— Your instructions —
Show all lines from the records below in which the string "вулиця" is present.

+ + + +

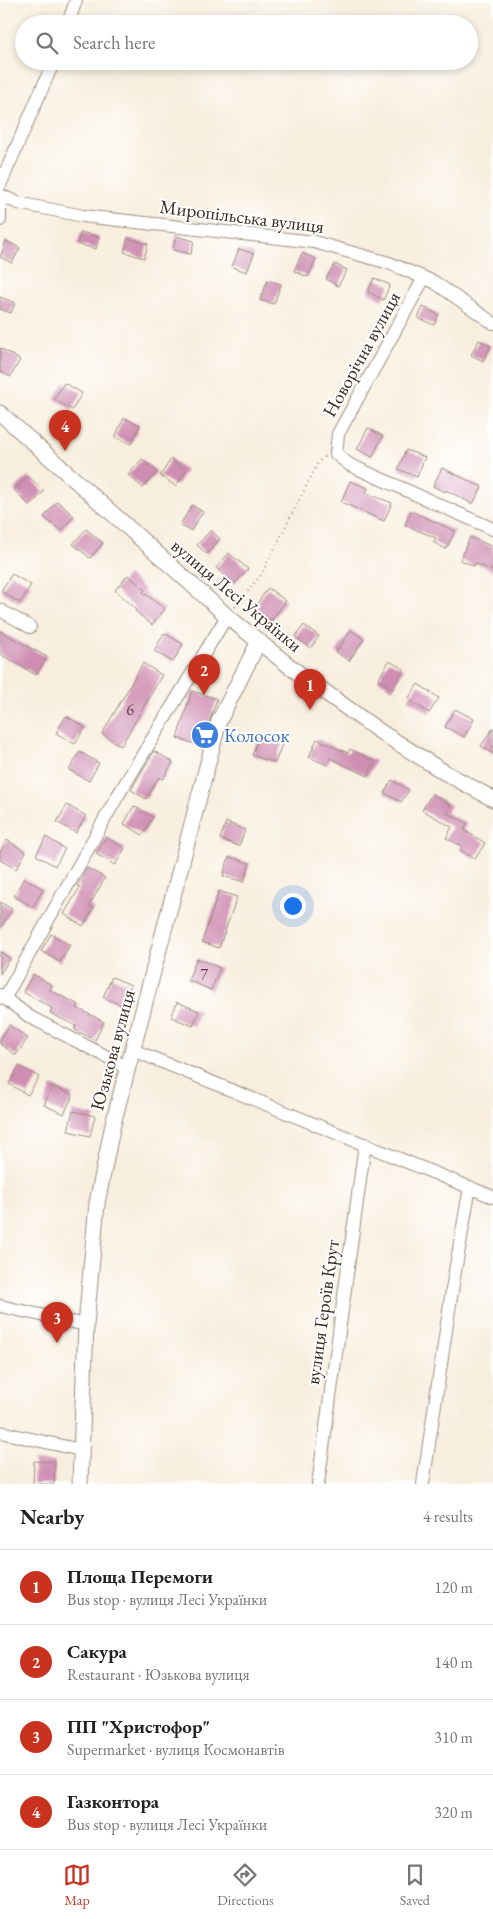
<!DOCTYPE html>
<html lang="en">
<head>
<meta charset="utf-8">
<style>
	:root { --surface:#fff; --page:#f6f6f6; --text:#222; --muted:#767676; --line:#e0e0e0; --accent:#c8321e }
	body { margin:0; font-family:"EB Garamond",serif; background:var(--page); color:var(--text) }
	.you { position:absolute; left:292px; top:905px; width:18px; height:18px; margin:-12px; border:4px solid #fff; border-radius:50%; background:#1a73e8; box-shadow:0 0 0 8px #1a73e833 }
	.badge { display:grid; place-items:center; width:32px; height:32px; border-radius:50%; background:var(--accent); color:#fff; font-size:16px; font-weight:700 }
	.pin { position:absolute; translate:-50% -41px; filter:drop-shadow(0 1px 2px #0008) }
	.pin::after { content:''; position:absolute; top:26px; width:18px; height:15px; background:inherit; clip-path:polygon(0 0,100% 0,50% 100%) }
	.list { margin:0; padding:0; list-style:none }
	h2 { display:flex; justify-content:space-between; align-items:center; height:65px; margin:0; padding:0 20px; font-size:21px }
	h2 small { font-size:16px; font-weight:400; color:var(--muted) }
	.list li { display:grid; grid-template-columns:32px 1fr auto; gap:15px; align-items:center; box-sizing:border-box; height:75px; padding:0 20px; border-top:1px solid var(--line) }
	.list b { display:block; font-size:19px; white-space:nowrap }
	.list p { margin:0; font-size:16px; white-space:nowrap; color:var(--muted) }
	.list em { font-size:16px; font-style:normal; color:var(--muted) }
	.icon { flex:none; width:28px; height:28px; fill:none; stroke:currentColor; stroke-width:2; stroke-linecap:round; stroke-linejoin:round }
	.map { position:relative; flex:none; width:493px; height:1484px; overflow:hidden }
	.search { position:absolute; background:var(--surface); box-shadow:0 2px 8px #0003; left:15px; right:15px; top:15px; height:55px; display:flex; align-items:center; gap:12px; box-sizing:border-box; padding:0 18px; border-radius:28px; color:var(--muted); font-size:19px }
	.sheet { height:365px; background:var(--surface) }
	nav { display:flex; justify-content:space-around; align-items:center; box-sizing:border-box; height:70px; border-top:1px solid var(--line); background:var(--surface); font-size:14px; color:var(--muted) }
	nav a { display:grid; justify-items:center; gap:2px }
	nav .on { color:var(--accent) }
	.map>svg:first-child { display:block }
</style>
</head>
<body>
<div class="map">
<svg width="493" height="1484" viewBox="0 0 493 1484">
	<rect width="100%" height="100%" fill="#fff"/>
	<filter id="ink" filterUnits="userSpaceOnUse"><feTurbulence type="fractalNoise" baseFrequency=".02" numOctaves="2"/><feDisplacementMap in="SourceGraphic" scale="10" xChannelSelector="R" yChannelSelector="G"/><feConvolveMatrix kernelMatrix="1 2 1 2 8 2 1 2 1" color-interpolation-filters="sRGB"/></filter>
	<filter id="wash" filterUnits="userSpaceOnUse"><feTurbulence type="fractalNoise" baseFrequency=".0096" numOctaves="4" result="noise"/><feDisplacementMap in="SourceGraphic" scale="20" xChannelSelector="R" yChannelSelector="G"/><feGaussianBlur stdDeviation="1.12" result="paint"/><feColorMatrix in="noise" values="0 0 0 0 0 0 0 0 0 0 0 0 0 0 0 0 0 1.4 0 .05"/><feComposite in="paint" operator="in"/></filter>
	<g filter="url(#wash)">
		<rect width="100%" height="100%" fill="#f8eede"/>
		<g id="blocks">
			<g fill="#cf8db2">
				<polygon points="81,232 99,237 96,249 77,244"/>
				<polygon points="176,236 194,241 191,254 173,250"/>
				<polygon points="128,238 148,244 144,258 124,252"/>
				<polygon points="6,241 20,248 12,263 0,257"/>
				<polygon points="239,249 254,254 247,272 232,267"/>
				<polygon points="302,253 316,259 308,277 294,271"/>
				<polygon points="335,264 347,270 338,286 326,279"/>
				<polygon points="374,278 390,285 383,300 368,292"/>
				<polygon points="268,280 281,284 274,304 260,300"/>
				<polygon points="0,297 15,303 11,313 0,309"/>
				<polygon points="423,307 439,315 434,325 418,318"/>
				<polygon points="479,340 491,346 483,361 471,355"/>
				<polygon points="0,348 20,360 10,377 0,371"/>
				<polygon points="64,383 82,393 72,410 54,399"/>
				<polygon points="124,418 140,425 131,444 115,437"/>
				<polygon points="368,428 383,436 372,457 357,449"/>
				<polygon points="406,450 425,457 417,477 398,469"/>
				<polygon points="142,459 157,472 143,488 128,475"/>
				<polygon points="171,459 186,470 176,486 160,476"/>
				<polygon points="442,468 482,487 473,504 446,490 445,492 433,486"/>
				<polygon points="28,476 44,491 30,506 14,490"/>
				<polygon points="350,481 368,488 366,493 392,503 384,521 341,502"/>
				<polygon points="57,501 74,516 61,531 44,517"/>
				<polygon points="192,505 203,512 191,531 180,525"/>
				<polygon points="411,511 455,531 446,549 433,542 436,538 405,525"/>
				<polygon points="86,529 103,543 90,558 73,544"/>
				<polygon points="211,530 220,539 207,554 197,545"/>
				<polygon points="470,537 493,547 493,571 475,563 474,566 460,560"/>
				<polygon points="229,553 248,569 234,584 216,568"/>
				<polygon points="12,574 31,585 20,603 1,591"/>
				<polygon points="128,575 145,590 143,592 165,609 152,625 135,611 136,609 115,590"/>
				<polygon points="268,588 286,601 271,621 254,608"/>
				<polygon points="304,625 319,636 311,648 295,637"/>
				<polygon points="351,630 364,639 349,661 336,652"/>
				<polygon points="0,631 47,657 36,675 0,654"/>
				<polygon points="164,633 183,644 173,662 154,651"/>
				<polygon points="389,661 404,669 393,689 378,680"/>
				<polygon points="143,663 162,675 121,746 102,734"/>
				<polygon points="418,684 439,698 429,713 408,699"/>
				<polygon points="192,691 217,699 201,746 177,738"/>
				<polygon points="455,709 474,719 464,737 445,727"/>
				<polygon points="66,716 85,727 75,744 56,733"/>
				<polygon points="493,728 493,754 481,746"/>
				<polygon points="260,735 282,744 275,763 252,755"/>
				<polygon points="317,739 348,753 350,749 375,761 368,776 330,758 327,765 309,757"/>
				<polygon points="154,751 173,762 163,779 159,777 146,799 131,790"/>
				<polygon points="80,752 99,763 89,781 69,770"/>
				<polygon points="392,780 409,790 401,802 384,793"/>
				<polygon points="432,794 451,805 447,813 467,823 464,830 485,843 475,859 460,850 462,846 446,838 452,827 422,810"/>
				<polygon points="67,805 86,816 76,833 57,822"/>
				<polygon points="134,806 153,817 143,835 124,824"/>
				<polygon points="226,822 245,830 239,846 220,839"/>
				<polygon points="46,837 65,849 55,866 36,855"/>
				<polygon points="106,837 125,848 115,865 96,854"/>
				<polygon points="7,840 26,852 16,869 0,860 0,852"/>
				<polygon points="229,857 250,863 244,882 223,876"/>
				<polygon points="87,868 105,878 89,906 94,908 83,926 64,914 80,887 77,886"/>
				<polygon points="24,878 43,889 33,907 14,896"/>
				<polygon points="219,891 237,897 219,948 202,942"/>
				<polygon points="0,902 12,909 0,929"/>
				<polygon points="51,934 70,945 60,962 41,951"/>
				<polygon points="0,952 10,958 0,974"/>
				<polygon points="197,958 220,968 211,990 188,980"/>
				<polygon points="33,974 52,985 50,990 79,1005 77,1008 104,1022 95,1040 75,1030 76,1026 50,1013 52,1008 23,992"/>
				<polygon points="112,977 131,985 121,1005 103,997"/>
				<polygon points="177,1002 199,1011 193,1026 171,1017"/>
				<polygon points="9,1025 28,1038 16,1055 0,1044 0,1039"/>
				<polygon points="19,1066 39,1077 28,1095 9,1084"/>
				<polygon points="52,1086 73,1095 64,1114 44,1105"/>
				<polygon points="73,1111 95,1116 90,1136 68,1131"/>
				<polygon points="34,1461 55,1462 54,1484 33,1484"/>
			</g>
		</g>
	</g>
	<g filter="url(#ink)">
		<use href="#blocks" fill-opacity="0" stroke="#9a8c7e" stroke-width="1"/>
		<g fill="none" stroke-linecap="round" stroke-linejoin="round">
			<defs>
				<g id="minor">
					<polyline points="68,24 76,0"/>
					<polyline points="0,185 54,61"/>
					<polyline points="0,195 18,203 83,216 314,242 389,263 434,282 493,323"/>
					<polyline points="0,196 0,220"/>
					<polyline points="424,278 338,434 336,454 350,465 493,529"/>
					<polyline points="0,610 30,627"/>
					<polyline points="0,995 30,1017 119,1063 126,1069"/>
					<polyline points="4,999 117,797 227,616"/>
					<polyline points="133,1050 493,1197"/>
					<polyline points="0,1306 86,1325"/>
					<polyline points="0,1432 81,1450"/>
					<polyline points="318,1484 365,1144"/>
					<polyline points="423,1484 454,1277 470,1187"/>
				</g>
				<g id="major">
					<polyline points="0,413 227,616 293,669 379,731 444,772 493,799"/>
					<polyline points="80,1484 86,1325 97,1203 113,1124 219,721 259,641"/>
				</g>
			</defs>
			<use href="#minor" stroke="#9a8c7e" stroke-width="14"/>
			<use href="#major" stroke="#9a8c7e" stroke-width="17"/>
			<polyline stroke="#9a8c7e" stroke-width="2" stroke-dasharray="1 4" stroke-linecap="butt" points="235,607 261,575 319,461 326,455"/>
			<use href="#minor" stroke="#fff" stroke-width="12"/>
			<use href="#major" stroke="#fff" stroke-width="15"/>
		</g>
	</g>
	<defs>
		<symbol id="supermarket-disc" viewBox="-11 -11 22 22"><circle r="9.5" fill="#3f7fe0" stroke="#fff"/><path d="M-6-5.5h2.5l.6 2H6L4.5 2H-2.5L-4.4-4H-6ZM-1.5 3.2a1.3 1.3 0 1 0 .1 0ZM3 3.2a1.3 1.3 0 1 0 .1 0Z" fill="#fff"/></symbol>
	</defs>
	<g fill-rule="evenodd">
		<use href="#supermarket-disc" x="189" y="719" width="32" height="32"/>
	</g>
	<g text-anchor="middle" stroke-width="4" stroke-linejoin="round" paint-order="stroke">
		<g font-size="16" fill="#604343">
			<text x="130" y="715">6</text>
			<text x="204" y="980">7</text>
		</g>
		<g font-size="19" fill="#3b2a1e" stroke="#fff">
			<text transform="translate(242 216) rotate(7)" y="7">Миропільська вулиця</text>
			<text transform="translate(361 354) rotate(-61)" y="7">Новорічна вулиця</text>
			<text transform="translate(237 595) rotate(40)" y="7">вулиця Лесі Українки</text>
			<text transform="translate(112 1050) rotate(-75)" y="7">Юзькова вулиця</text>
			<text transform="translate(322 1312) rotate(-82)" y="7">вулиця Героїв Крут</text>
		</g>
		<g font-size="19" fill="#366cbe" stroke="#fff" text-anchor="start">
			<text x="224" y="742">Колосок</text>
		</g>
	</g>
</svg>
<div class="you"></div>
<div class="pin badge" style="left:310px;top:710px">1</div>
<div class="pin badge" style="left:204px;top:695px">2</div>
<div class="pin badge" style="left:57px;top:1343px">3</div>
<div class="pin badge" style="left:65px;top:451px">4</div>
<div class="search"><svg class="icon" aria-label="search" viewBox="0 0 24 24"><circle cx="10" cy="10" r="6"/><path d="M15 15l6 6"/></svg>Search here</div>
</div>
<section class="sheet">
<h2>Nearby<small>4 results</small></h2>
<ul class="list">
<li><span class="badge">1</span><div><b>Площа Перемоги</b><p>Bus stop · вулиця Лесі Українки</p></div><em>120 m</em></li>
<li><span class="badge">2</span><div><b>Сакура</b><p>Restaurant · Юзькова вулиця</p></div><em>140 m</em></li>
<li><span class="badge">3</span><div><b>ПП &quot;Христофор&quot;</b><p>Supermarket · вулиця Космонавтів</p></div><em>310 m</em></li>
<li><span class="badge">4</span><div><b>Газконтора</b><p>Bus stop · вулиця Лесі Українки</p></div><em>320 m</em></li>
</ul>
</section>
<nav>
<a class="on"><svg class="icon" aria-label="map" viewBox="0 0 24 24"><path d="M3 6l6-2 6 2 6-2v14l-6 2-6-2-6 2zM9 4v14M15 6v14"/></svg>Map</a>
<a><svg class="icon" aria-label="directions" viewBox="0 0 24 24"><path d="M12 3l9 9-9 9-9-9zM9 14v-3h6M13 9l2 2-2 2"/></svg>Directions</a>
<a><svg class="icon" aria-label="saved" viewBox="0 0 24 24"><path d="M7 4h10v16l-5-4-5 4z"/></svg>Saved</a>
</nav>
</body>
</html>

+ + + +

— Answer for the task —
			<text transform="translate(242 216) rotate(7)" y="7">Миропільська вулиця</text>
			<text transform="translate(361 354) rotate(-61)" y="7">Новорічна вулиця</text>
			<text transform="translate(237 595) rotate(40)" y="7">вулиця Лесі Українки</text>
			<text transform="translate(112 1050) rotate(-75)" y="7">Юзькова вулиця</text>
			<text transform="translate(322 1312) rotate(-82)" y="7">вулиця Героїв Крут</text>
<li><span class="badge">1</span><div><b>Площа Перемоги</b><p>Bus stop · вулиця Лесі Українки</p></div><em>120 m</em></li>
<li><span class="badge">2</span><div><b>Сакура</b><p>Restaurant · Юзькова вулиця</p></div><em>140 m</em></li>
<li><span class="badge">3</span><div><b>ПП &quot;Христофор&quot;</b><p>Supermarket · вулиця Космонавтів</p></div><em>310 m</em></li>
<li><span class="badge">4</span><div><b>Газконтора</b><p>Bus stop · вулиця Лесі Українки</p></div><em>320 m</em></li>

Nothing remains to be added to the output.